Berlin - Eine gute Geschichte macht noch kein gutes Restaurant aus, aber sie ist ein Start. Und die Geschichte des Kanaan ist richtig gut. So gut, dass sie Gäste und Journalisten einander immer wieder gern erzählen. Ein Israeli und ein Palästinenser betreiben gemeinsam ein Restaurant, und siehe da: Es funktioniert. Eine kleine, private Friedenslösung, Essen verbindet, ein tolles Zeichen. „A great, great deal, so good, so good“, wie Amerikas Brandherd-in-Chief twittern würde.

Auch ich finde die Geschichte des Israelis Oz Ben David und des Palästinensers Jalil Dabit sehr schön. Die beiden lernten sich vor ein paar Jahren in Berlin kennen. Der eine Vertreter für israelische Produkte, der andere Gastronom aus Ramla auf der Suche nach einem Geschäft in Berlin. Und weil sich die beiden sofort verstanden, beschlossen sie einfach, gemeinsam ein Restaurant zu eröffnen.
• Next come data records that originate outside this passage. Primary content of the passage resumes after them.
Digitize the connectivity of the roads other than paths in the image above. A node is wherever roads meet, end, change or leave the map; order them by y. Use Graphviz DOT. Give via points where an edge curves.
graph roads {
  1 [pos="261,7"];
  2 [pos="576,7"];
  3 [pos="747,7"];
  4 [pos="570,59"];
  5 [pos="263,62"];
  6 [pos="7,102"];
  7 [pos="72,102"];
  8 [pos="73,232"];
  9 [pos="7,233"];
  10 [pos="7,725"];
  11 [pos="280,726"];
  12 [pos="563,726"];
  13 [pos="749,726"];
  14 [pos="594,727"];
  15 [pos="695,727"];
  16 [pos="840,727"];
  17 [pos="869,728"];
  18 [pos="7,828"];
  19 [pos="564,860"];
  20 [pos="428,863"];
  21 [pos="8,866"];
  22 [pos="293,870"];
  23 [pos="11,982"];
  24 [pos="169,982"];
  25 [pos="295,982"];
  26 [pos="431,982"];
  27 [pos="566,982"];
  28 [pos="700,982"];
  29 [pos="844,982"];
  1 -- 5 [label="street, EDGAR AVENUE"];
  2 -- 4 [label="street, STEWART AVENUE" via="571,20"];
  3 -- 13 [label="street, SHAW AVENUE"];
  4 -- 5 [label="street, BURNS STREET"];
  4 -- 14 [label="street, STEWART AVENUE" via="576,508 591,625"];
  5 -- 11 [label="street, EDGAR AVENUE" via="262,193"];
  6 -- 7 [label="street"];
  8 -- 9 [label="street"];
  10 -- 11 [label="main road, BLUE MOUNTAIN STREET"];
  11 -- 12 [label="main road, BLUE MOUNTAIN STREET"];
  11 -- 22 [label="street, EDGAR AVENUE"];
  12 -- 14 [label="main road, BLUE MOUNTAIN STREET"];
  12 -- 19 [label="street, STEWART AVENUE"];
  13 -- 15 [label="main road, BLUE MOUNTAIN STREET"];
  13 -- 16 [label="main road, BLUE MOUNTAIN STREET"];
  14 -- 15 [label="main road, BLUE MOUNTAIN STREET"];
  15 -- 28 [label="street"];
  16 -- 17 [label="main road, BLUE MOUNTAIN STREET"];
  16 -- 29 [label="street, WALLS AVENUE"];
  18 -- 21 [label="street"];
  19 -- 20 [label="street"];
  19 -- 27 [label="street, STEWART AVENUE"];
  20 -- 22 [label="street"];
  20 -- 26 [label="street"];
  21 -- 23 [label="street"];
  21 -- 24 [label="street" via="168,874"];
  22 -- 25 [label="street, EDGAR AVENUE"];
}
Sein Debüt gab das Kanaan als Pop-up-Restaurant am Wochenende in der Kneipe Kohlenquelle. Abends nahm die Kneipe ihren Tresenbetrieb auf, wenn die Küche des Kanaans schloss. Weil sie damit so erfolgreich waren, eröffneten David und Dabit bald auch einen Tagesimbiss gegenüber der Kohlenquelle – in einem Bretterverschlag, den sie nach und nach ausbauten. Inzwischen ist daraus die Residenz des Kanaan geworden und eine recht gemütliche Holzhütte mit Plätzen für drinnen und draußen.